(What to work on) Find the lines below holding the word "Right" and copy each of them.

(Input for this task)

== Segment start ==

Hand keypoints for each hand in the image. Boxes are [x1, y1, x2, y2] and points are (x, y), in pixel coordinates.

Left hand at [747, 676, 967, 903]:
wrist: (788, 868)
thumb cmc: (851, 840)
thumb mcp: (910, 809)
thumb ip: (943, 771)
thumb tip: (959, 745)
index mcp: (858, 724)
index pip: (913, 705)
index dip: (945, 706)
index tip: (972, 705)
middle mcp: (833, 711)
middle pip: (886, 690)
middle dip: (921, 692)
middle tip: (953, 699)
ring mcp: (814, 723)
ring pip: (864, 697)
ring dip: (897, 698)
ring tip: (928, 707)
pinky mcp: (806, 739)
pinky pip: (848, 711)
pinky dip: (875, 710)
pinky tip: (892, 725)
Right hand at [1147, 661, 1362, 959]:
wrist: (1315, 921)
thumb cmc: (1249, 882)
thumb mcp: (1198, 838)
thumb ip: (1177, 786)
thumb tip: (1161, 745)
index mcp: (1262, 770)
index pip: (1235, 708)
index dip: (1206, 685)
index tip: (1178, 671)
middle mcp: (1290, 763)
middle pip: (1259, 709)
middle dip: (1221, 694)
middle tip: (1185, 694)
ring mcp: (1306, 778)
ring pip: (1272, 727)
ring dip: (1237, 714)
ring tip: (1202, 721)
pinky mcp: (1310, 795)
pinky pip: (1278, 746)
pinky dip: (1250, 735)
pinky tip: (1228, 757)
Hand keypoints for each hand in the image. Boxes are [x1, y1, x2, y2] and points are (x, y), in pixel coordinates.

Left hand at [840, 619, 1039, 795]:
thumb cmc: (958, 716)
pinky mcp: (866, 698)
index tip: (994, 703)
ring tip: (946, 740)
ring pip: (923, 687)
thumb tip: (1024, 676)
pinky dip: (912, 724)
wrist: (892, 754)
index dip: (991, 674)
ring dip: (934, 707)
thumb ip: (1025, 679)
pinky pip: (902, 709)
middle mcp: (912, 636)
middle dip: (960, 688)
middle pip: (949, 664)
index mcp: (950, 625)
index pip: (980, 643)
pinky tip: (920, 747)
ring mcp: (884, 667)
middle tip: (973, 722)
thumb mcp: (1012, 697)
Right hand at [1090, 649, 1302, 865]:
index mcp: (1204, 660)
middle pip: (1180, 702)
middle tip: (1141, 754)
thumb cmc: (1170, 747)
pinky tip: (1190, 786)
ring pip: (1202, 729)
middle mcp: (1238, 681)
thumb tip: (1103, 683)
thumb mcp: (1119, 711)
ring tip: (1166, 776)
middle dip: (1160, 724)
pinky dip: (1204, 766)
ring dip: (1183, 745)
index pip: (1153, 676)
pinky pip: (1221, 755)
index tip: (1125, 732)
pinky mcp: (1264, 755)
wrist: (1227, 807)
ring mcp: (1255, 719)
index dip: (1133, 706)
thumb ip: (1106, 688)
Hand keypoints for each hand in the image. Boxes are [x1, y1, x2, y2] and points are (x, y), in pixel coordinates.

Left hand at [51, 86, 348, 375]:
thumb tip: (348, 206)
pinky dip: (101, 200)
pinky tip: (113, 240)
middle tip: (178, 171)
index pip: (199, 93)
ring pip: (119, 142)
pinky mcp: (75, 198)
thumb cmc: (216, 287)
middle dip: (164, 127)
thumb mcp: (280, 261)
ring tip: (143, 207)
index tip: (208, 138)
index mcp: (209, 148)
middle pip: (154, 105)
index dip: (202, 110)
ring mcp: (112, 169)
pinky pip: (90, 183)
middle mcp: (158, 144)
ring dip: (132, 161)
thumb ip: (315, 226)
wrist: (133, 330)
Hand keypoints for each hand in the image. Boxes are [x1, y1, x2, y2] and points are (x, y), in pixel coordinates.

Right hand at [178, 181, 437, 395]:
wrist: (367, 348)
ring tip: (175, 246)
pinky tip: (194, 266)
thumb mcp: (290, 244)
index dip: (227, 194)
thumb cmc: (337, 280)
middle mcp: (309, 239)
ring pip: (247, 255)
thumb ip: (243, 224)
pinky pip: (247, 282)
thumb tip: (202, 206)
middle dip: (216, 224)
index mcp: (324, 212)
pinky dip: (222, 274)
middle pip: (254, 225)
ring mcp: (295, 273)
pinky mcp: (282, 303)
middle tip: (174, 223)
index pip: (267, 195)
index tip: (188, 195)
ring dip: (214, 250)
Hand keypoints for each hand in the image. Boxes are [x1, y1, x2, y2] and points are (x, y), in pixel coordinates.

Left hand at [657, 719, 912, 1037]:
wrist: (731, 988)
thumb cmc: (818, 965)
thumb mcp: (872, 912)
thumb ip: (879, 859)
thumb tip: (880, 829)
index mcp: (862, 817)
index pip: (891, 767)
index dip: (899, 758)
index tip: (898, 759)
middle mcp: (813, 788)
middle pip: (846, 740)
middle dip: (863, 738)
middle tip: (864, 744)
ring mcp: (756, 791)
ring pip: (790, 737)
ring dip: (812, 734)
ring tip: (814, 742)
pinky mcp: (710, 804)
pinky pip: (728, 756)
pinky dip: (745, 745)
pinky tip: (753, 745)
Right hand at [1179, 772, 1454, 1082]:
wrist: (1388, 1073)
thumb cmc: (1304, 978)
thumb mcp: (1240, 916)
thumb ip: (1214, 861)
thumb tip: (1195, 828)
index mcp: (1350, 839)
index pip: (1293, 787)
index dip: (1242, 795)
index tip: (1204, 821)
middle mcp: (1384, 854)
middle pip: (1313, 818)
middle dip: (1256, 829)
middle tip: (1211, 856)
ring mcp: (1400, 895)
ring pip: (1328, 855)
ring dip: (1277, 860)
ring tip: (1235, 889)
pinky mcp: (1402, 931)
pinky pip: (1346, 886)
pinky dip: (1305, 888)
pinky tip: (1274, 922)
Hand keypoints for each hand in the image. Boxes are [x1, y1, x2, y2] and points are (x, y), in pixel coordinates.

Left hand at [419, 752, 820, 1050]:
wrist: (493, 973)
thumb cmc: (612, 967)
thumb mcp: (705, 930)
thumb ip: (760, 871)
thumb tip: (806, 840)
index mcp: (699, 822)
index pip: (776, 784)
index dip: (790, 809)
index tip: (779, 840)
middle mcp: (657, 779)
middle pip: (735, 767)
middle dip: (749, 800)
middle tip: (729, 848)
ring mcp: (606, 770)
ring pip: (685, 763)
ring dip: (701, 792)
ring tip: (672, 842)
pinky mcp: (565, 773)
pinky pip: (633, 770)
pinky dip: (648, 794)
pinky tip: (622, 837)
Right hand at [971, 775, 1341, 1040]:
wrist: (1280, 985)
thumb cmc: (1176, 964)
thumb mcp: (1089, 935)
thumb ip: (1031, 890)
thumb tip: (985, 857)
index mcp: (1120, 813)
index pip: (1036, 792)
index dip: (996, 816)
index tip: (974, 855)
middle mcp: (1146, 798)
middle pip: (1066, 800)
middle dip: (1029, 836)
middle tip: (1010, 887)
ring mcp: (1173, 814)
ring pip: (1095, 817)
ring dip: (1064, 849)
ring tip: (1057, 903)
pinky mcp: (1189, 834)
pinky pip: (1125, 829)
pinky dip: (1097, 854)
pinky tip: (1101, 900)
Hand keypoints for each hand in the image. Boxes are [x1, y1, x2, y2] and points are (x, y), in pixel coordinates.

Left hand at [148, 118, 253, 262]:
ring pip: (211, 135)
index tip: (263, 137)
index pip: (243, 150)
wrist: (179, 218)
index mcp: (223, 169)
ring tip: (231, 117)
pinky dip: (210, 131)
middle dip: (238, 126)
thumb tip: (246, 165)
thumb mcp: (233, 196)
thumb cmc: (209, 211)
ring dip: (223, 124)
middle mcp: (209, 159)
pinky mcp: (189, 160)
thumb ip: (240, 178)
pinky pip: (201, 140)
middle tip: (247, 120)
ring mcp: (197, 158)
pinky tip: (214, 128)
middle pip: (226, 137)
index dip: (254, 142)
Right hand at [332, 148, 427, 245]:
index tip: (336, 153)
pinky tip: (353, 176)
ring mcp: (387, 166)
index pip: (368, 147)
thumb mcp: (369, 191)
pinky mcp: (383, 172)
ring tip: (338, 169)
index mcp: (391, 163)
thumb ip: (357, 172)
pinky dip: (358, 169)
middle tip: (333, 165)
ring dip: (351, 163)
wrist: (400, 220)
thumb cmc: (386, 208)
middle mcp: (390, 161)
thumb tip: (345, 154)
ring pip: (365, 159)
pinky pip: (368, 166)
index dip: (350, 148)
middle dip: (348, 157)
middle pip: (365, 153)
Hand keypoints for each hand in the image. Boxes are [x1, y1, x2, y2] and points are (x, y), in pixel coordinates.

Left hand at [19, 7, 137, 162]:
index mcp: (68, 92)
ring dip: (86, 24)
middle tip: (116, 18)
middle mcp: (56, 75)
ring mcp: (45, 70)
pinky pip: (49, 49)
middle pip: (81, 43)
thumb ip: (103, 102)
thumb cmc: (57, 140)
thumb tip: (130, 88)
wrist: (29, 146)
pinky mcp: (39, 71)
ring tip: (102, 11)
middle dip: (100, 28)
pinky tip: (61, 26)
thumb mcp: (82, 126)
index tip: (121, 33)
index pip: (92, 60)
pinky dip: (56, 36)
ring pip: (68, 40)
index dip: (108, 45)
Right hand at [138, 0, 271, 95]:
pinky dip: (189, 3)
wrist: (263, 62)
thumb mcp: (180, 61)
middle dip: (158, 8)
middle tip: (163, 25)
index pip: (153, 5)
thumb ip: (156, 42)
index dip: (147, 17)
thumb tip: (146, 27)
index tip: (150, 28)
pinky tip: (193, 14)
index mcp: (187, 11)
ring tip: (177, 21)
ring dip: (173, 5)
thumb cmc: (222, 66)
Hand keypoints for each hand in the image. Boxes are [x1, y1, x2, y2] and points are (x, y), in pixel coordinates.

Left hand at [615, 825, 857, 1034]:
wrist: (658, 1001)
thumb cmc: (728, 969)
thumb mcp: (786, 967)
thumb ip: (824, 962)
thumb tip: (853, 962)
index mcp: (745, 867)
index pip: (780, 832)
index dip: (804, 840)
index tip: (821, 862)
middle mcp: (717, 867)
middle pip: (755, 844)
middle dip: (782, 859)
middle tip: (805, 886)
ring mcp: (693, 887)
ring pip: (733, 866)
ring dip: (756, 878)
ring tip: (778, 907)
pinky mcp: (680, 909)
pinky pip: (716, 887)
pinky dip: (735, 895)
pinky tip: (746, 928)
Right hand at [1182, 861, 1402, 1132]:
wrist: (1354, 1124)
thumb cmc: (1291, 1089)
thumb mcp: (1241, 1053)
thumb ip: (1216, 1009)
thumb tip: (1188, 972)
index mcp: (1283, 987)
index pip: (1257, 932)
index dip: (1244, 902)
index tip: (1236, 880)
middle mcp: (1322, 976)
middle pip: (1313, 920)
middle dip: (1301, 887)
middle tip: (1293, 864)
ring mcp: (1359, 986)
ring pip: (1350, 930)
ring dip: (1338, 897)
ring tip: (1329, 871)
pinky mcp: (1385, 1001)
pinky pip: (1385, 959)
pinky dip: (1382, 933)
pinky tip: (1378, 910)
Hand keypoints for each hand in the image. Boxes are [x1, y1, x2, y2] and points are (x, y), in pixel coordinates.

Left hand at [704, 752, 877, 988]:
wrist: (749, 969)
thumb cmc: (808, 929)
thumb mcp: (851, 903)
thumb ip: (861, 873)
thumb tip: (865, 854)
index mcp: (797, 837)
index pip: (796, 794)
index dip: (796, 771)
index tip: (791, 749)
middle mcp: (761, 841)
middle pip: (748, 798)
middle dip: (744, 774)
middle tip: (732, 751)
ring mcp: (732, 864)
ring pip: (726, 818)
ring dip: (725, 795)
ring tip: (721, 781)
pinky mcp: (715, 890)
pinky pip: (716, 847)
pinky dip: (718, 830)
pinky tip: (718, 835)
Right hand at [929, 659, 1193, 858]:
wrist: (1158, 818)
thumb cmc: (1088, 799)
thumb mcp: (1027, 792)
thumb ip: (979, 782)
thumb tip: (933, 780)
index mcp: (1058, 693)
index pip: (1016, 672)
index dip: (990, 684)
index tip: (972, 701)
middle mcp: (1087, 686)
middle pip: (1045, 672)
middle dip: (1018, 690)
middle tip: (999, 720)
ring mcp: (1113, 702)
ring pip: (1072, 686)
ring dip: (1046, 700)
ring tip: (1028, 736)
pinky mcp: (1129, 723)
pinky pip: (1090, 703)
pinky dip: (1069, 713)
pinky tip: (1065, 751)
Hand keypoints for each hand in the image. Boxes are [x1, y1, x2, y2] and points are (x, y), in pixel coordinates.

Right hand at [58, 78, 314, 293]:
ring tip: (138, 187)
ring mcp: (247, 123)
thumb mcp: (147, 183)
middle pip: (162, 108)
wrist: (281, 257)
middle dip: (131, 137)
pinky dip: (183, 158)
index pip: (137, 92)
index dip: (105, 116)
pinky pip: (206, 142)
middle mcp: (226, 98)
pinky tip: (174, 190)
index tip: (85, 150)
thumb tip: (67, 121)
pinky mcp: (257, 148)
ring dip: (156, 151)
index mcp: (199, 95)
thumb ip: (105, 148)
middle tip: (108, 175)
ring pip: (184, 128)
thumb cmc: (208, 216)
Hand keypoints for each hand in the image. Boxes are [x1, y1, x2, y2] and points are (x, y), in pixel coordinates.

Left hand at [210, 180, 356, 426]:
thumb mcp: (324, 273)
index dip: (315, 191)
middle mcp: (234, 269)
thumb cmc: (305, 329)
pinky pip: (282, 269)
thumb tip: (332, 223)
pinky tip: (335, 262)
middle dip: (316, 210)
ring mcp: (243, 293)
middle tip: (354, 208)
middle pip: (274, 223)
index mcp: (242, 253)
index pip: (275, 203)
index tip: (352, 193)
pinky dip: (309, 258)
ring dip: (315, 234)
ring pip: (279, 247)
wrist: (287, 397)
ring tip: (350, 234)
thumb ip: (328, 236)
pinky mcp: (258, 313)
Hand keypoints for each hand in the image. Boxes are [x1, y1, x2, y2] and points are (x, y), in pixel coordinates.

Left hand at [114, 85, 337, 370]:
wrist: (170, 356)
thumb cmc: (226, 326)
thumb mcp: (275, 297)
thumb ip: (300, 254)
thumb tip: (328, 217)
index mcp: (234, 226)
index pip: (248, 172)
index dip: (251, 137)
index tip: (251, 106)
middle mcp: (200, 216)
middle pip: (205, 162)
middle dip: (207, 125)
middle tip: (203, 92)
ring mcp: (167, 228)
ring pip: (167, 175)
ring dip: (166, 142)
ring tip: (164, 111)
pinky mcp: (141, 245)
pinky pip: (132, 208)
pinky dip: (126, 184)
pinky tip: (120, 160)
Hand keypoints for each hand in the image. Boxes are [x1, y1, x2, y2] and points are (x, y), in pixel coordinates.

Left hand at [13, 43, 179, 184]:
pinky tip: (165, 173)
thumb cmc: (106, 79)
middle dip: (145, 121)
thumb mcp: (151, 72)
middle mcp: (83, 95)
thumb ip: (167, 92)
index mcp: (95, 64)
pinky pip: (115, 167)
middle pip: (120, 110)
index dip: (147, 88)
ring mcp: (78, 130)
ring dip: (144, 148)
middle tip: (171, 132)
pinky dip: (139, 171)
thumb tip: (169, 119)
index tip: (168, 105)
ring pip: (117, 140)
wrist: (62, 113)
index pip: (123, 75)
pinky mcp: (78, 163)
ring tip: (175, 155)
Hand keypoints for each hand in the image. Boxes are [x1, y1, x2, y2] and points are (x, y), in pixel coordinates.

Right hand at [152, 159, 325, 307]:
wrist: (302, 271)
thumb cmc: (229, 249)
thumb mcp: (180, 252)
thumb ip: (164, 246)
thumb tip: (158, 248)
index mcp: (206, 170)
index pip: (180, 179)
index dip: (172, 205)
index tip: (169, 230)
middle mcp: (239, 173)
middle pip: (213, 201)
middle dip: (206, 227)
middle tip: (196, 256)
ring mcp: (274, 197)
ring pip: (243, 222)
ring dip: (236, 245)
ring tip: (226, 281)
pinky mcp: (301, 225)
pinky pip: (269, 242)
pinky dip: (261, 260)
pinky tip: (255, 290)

== Segment end ==

(Finished exercise)
Right hand at [1147, 661, 1362, 959]:
Right hand at [1090, 649, 1302, 865]:
Right hand at [178, 181, 437, 395]:
Right hand at [1179, 772, 1454, 1082]:
Right hand at [971, 775, 1341, 1040]:
Right hand at [332, 148, 427, 245]:
Right hand at [138, 0, 271, 95]:
Right hand at [1182, 861, 1402, 1132]:
Right hand at [929, 659, 1193, 858]:
Right hand at [58, 78, 314, 293]:
Right hand at [152, 159, 325, 307]:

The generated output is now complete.